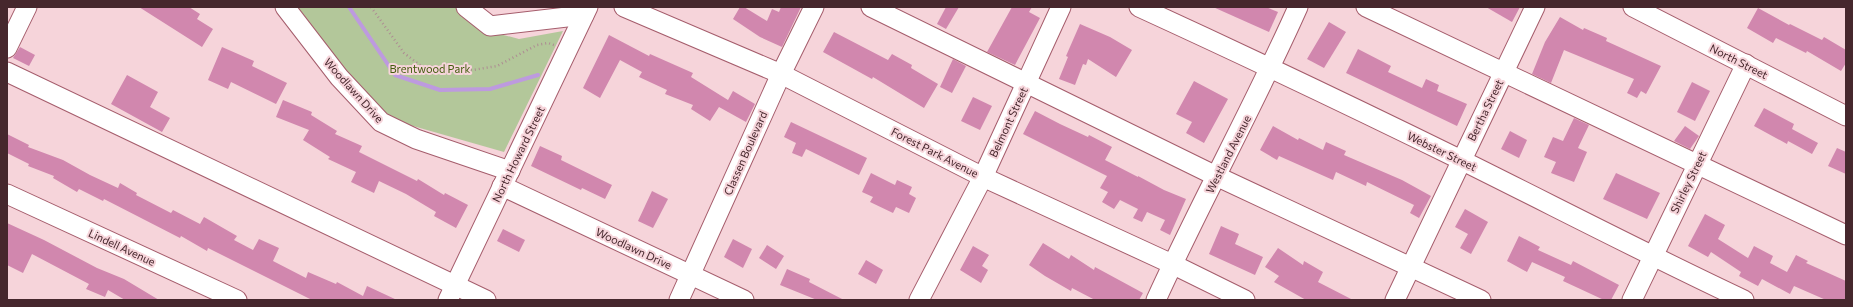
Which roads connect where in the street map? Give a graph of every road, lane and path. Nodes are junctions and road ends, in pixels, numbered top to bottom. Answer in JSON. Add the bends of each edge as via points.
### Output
{"nodes":[{"id":1,"x":27,"y":7,"type":"edge"},
{"id":2,"x":285,"y":7,"type":"edge"},
{"id":3,"x":371,"y":7,"type":"edge"},
{"id":4,"x":466,"y":7,"type":"edge"},
{"id":5,"x":624,"y":7,"type":"edge"},
{"id":6,"x":814,"y":7,"type":"edge"},
{"id":7,"x":871,"y":7,"type":"edge"},
{"id":8,"x":1061,"y":7,"type":"edge"},
{"id":9,"x":1139,"y":7,"type":"edge"},
{"id":10,"x":1298,"y":7,"type":"edge"},
{"id":11,"x":1366,"y":7,"type":"edge"},
{"id":12,"x":1535,"y":7,"type":"edge"},
{"id":13,"x":1633,"y":7,"type":"edge"},
{"id":14,"x":586,"y":11,"type":"edge"},
{"id":15,"x":7,"y":48,"type":"edge"},
{"id":16,"x":568,"y":50,"type":"junction"},
{"id":17,"x":1746,"y":64,"type":"junction"},
{"id":18,"x":1271,"y":68,"type":"junction"},
{"id":19,"x":7,"y":72,"type":"edge"},
{"id":20,"x":1504,"y":72,"type":"junction"},
{"id":21,"x":781,"y":74,"type":"junction"},
{"id":22,"x":1026,"y":82,"type":"junction"},
{"id":23,"x":1846,"y":116,"type":"edge"},
{"id":24,"x":1461,"y":160,"type":"junction"},
{"id":25,"x":1697,"y":165,"type":"junction"},
{"id":26,"x":1216,"y":176,"type":"junction"},
{"id":27,"x":983,"y":177,"type":"junction"},
{"id":28,"x":506,"y":178,"type":"junction"},
{"id":29,"x":7,"y":194,"type":"edge"},
{"id":30,"x":1846,"y":235,"type":"edge"},
{"id":31,"x":1652,"y":256,"type":"junction"},
{"id":32,"x":1172,"y":264,"type":"junction"},
{"id":33,"x":1411,"y":266,"type":"junction"},
{"id":34,"x":691,"y":274,"type":"junction"},
{"id":35,"x":451,"y":292,"type":"edge"},
{"id":36,"x":237,"y":300,"type":"edge"},
{"id":37,"x":486,"y":300,"type":"edge"},
{"id":38,"x":679,"y":300,"type":"edge"},
{"id":39,"x":744,"y":300,"type":"edge"},
{"id":40,"x":919,"y":300,"type":"edge"},
{"id":41,"x":1156,"y":300,"type":"edge"},
{"id":42,"x":1245,"y":300,"type":"edge"},
{"id":43,"x":1395,"y":300,"type":"edge"},
{"id":44,"x":1481,"y":300,"type":"edge"},
{"id":45,"x":1632,"y":300,"type":"edge"},
{"id":46,"x":1744,"y":300,"type":"edge"}],
"edges":[{"from":1,"to":15,"type":"street"},
{"from":2,"to":28,"type":"street","name":"Woodlawn Drive","via":[[339,77],[381,122]]},
{"from":3,"to":16,"type":"path","via":[[404,53],[421,66],[473,70],[497,66],[537,45],[548,43]]},
{"from":4,"to":14,"type":"street","via":[[490,26]]},
{"from":5,"to":21,"type":"street","name":"Forest Park Avenue"},
{"from":6,"to":21,"type":"street","name":"Classen Boulevard"},
{"from":7,"to":22,"type":"street"},
{"from":8,"to":22,"type":"street","name":"Belmont Street"},
{"from":9,"to":18,"type":"street","name":"Webster Street"},
{"from":10,"to":18,"type":"street","name":"Westland Avenue"},
{"from":11,"to":20,"type":"street"},
{"from":12,"to":20,"type":"street","name":"Bertha Street"},
{"from":13,"to":17,"type":"street","name":"North Street"},
{"from":14,"to":16,"type":"street","name":"North Howard Street"},
{"from":16,"to":28,"type":"street","name":"North Howard Street"},
{"from":17,"to":23,"type":"street","name":"North Street"},
{"from":17,"to":25,"type":"street","name":"Shirley Street"},
{"from":18,"to":24,"type":"street","name":"Webster Street"},
{"from":18,"to":26,"type":"street","name":"Westland Avenue"},
{"from":19,"to":35,"type":"street"},
{"from":20,"to":24,"type":"street","name":"Bertha Street"},
{"from":20,"to":25,"type":"street"},
{"from":21,"to":27,"type":"street","name":"Forest Park Avenue"},
{"from":21,"to":34,"type":"street","name":"Classen Boulevard"},
{"from":22,"to":26,"type":"street"},
{"from":22,"to":27,"type":"street","name":"Belmont Street"},
{"from":24,"to":31,"type":"street","name":"Webster Street"},
{"from":24,"to":33,"type":"street","name":"Bertha Street"},
{"from":25,"to":30,"type":"street"},
{"from":25,"to":31,"type":"street","name":"Shirley Street"},
{"from":26,"to":32,"type":"street","name":"Westland Avenue"},
{"from":26,"to":33,"type":"street"},
{"from":27,"to":32,"type":"street","name":"Forest Park Avenue"},
{"from":27,"to":40,"type":"street","name":"Belmont Street"},
{"from":28,"to":34,"type":"street","name":"Woodlawn Drive"},
{"from":28,"to":35,"type":"street","name":"North Howard Street"},
{"from":29,"to":36,"type":"street","name":"Lindell Avenue"},
{"from":31,"to":45,"type":"street","name":"Shirley Street"},
{"from":31,"to":46,"type":"street","name":"Webster Street"},
{"from":32,"to":41,"type":"street","name":"Westland Avenue"},
{"from":32,"to":42,"type":"street","name":"Forest Park Avenue"},
{"from":33,"to":43,"type":"street","name":"Bertha Street"},
{"from":33,"to":44,"type":"street"},
{"from":34,"to":38,"type":"street","name":"Classen Boulevard"},
{"from":34,"to":39,"type":"street","name":"Woodlawn Drive"},
{"from":35,"to":37,"type":"street"}]}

**What you have to do:** Output the entries exactly as they appear, with no pictures included.

**Exercise response:**
Which roads connect where in the street map? Give a graph of every road, lane and path. Nodes are junctions and road ends, in pixels, numbered top to bottom. Answer in JSON. Add the bends of each edge as via points.
### Output
{"nodes":[{"id":1,"x":27,"y":7,"type":"edge"},
{"id":2,"x":285,"y":7,"type":"edge"},
{"id":3,"x":371,"y":7,"type":"edge"},
{"id":4,"x":466,"y":7,"type":"edge"},
{"id":5,"x":624,"y":7,"type":"edge"},
{"id":6,"x":814,"y":7,"type":"edge"},
{"id":7,"x":871,"y":7,"type":"edge"},
{"id":8,"x":1061,"y":7,"type":"edge"},
{"id":9,"x":1139,"y":7,"type":"edge"},
{"id":10,"x":1298,"y":7,"type":"edge"},
{"id":11,"x":1366,"y":7,"type":"edge"},
{"id":12,"x":1535,"y":7,"type":"edge"},
{"id":13,"x":1633,"y":7,"type":"edge"},
{"id":14,"x":586,"y":11,"type":"edge"},
{"id":15,"x":7,"y":48,"type":"edge"},
{"id":16,"x":568,"y":50,"type":"junction"},
{"id":17,"x":1746,"y":64,"type":"junction"},
{"id":18,"x":1271,"y":68,"type":"junction"},
{"id":19,"x":7,"y":72,"type":"edge"},
{"id":20,"x":1504,"y":72,"type":"junction"},
{"id":21,"x":781,"y":74,"type":"junction"},
{"id":22,"x":1026,"y":82,"type":"junction"},
{"id":23,"x":1846,"y":116,"type":"edge"},
{"id":24,"x":1461,"y":160,"type":"junction"},
{"id":25,"x":1697,"y":165,"type":"junction"},
{"id":26,"x":1216,"y":176,"type":"junction"},
{"id":27,"x":983,"y":177,"type":"junction"},
{"id":28,"x":506,"y":178,"type":"junction"},
{"id":29,"x":7,"y":194,"type":"edge"},
{"id":30,"x":1846,"y":235,"type":"edge"},
{"id":31,"x":1652,"y":256,"type":"junction"},
{"id":32,"x":1172,"y":264,"type":"junction"},
{"id":33,"x":1411,"y":266,"type":"junction"},
{"id":34,"x":691,"y":274,"type":"junction"},
{"id":35,"x":451,"y":292,"type":"edge"},
{"id":36,"x":237,"y":300,"type":"edge"},
{"id":37,"x":486,"y":300,"type":"edge"},
{"id":38,"x":679,"y":300,"type":"edge"},
{"id":39,"x":744,"y":300,"type":"edge"},
{"id":40,"x":919,"y":300,"type":"edge"},
{"id":41,"x":1156,"y":300,"type":"edge"},
{"id":42,"x":1245,"y":300,"type":"edge"},
{"id":43,"x":1395,"y":300,"type":"edge"},
{"id":44,"x":1481,"y":300,"type":"edge"},
{"id":45,"x":1632,"y":300,"type":"edge"},
{"id":46,"x":1744,"y":300,"type":"edge"}],
"edges":[{"from":1,"to":15,"type":"street"},
{"from":2,"to":28,"type":"street","name":"Woodlawn Drive","via":[[339,77],[381,122]]},
{"from":3,"to":16,"type":"path","via":[[404,53],[421,66],[473,70],[497,66],[537,45],[548,43]]},
{"from":4,"to":14,"type":"street","via":[[490,26]]},
{"from":5,"to":21,"type":"street","name":"Forest Park Avenue"},
{"from":6,"to":21,"type":"street","name":"Classen Boulevard"},
{"from":7,"to":22,"type":"street"},
{"from":8,"to":22,"type":"street","name":"Belmont Street"},
{"from":9,"to":18,"type":"street","name":"Webster Street"},
{"from":10,"to":18,"type":"street","name":"Westland Avenue"},
{"from":11,"to":20,"type":"street"},
{"from":12,"to":20,"type":"street","name":"Bertha Street"},
{"from":13,"to":17,"type":"street","name":"North Street"},
{"from":14,"to":16,"type":"street","name":"North Howard Street"},
{"from":16,"to":28,"type":"street","name":"North Howard Street"},
{"from":17,"to":23,"type":"street","name":"North Street"},
{"from":17,"to":25,"type":"street","name":"Shirley Street"},
{"from":18,"to":24,"type":"street","name":"Webster Street"},
{"from":18,"to":26,"type":"street","name":"Westland Avenue"},
{"from":19,"to":35,"type":"street"},
{"from":20,"to":24,"type":"street","name":"Bertha Street"},
{"from":20,"to":25,"type":"street"},
{"from":21,"to":27,"type":"street","name":"Forest Park Avenue"},
{"from":21,"to":34,"type":"street","name":"Classen Boulevard"},
{"from":22,"to":26,"type":"street"},
{"from":22,"to":27,"type":"street","name":"Belmont Street"},
{"from":24,"to":31,"type":"street","name":"Webster Street"},
{"from":24,"to":33,"type":"street","name":"Bertha Street"},
{"from":25,"to":30,"type":"street"},
{"from":25,"to":31,"type":"street","name":"Shirley Street"},
{"from":26,"to":32,"type":"street","name":"Westland Avenue"},
{"from":26,"to":33,"type":"street"},
{"from":27,"to":32,"type":"street","name":"Forest Park Avenue"},
{"from":27,"to":40,"type":"street","name":"Belmont Street"},
{"from":28,"to":34,"type":"street","name":"Woodlawn Drive"},
{"from":28,"to":35,"type":"street","name":"North Howard Street"},
{"from":29,"to":36,"type":"street","name":"Lindell Avenue"},
{"from":31,"to":45,"type":"street","name":"Shirley Street"},
{"from":31,"to":46,"type":"street","name":"Webster Street"},
{"from":32,"to":41,"type":"street","name":"Westland Avenue"},
{"from":32,"to":42,"type":"street","name":"Forest Park Avenue"},
{"from":33,"to":43,"type":"street","name":"Bertha Street"},
{"from":33,"to":44,"type":"street"},
{"from":34,"to":38,"type":"street","name":"Classen Boulevard"},
{"from":34,"to":39,"type":"street","name":"Woodlawn Drive"},
{"from":35,"to":37,"type":"street"}]}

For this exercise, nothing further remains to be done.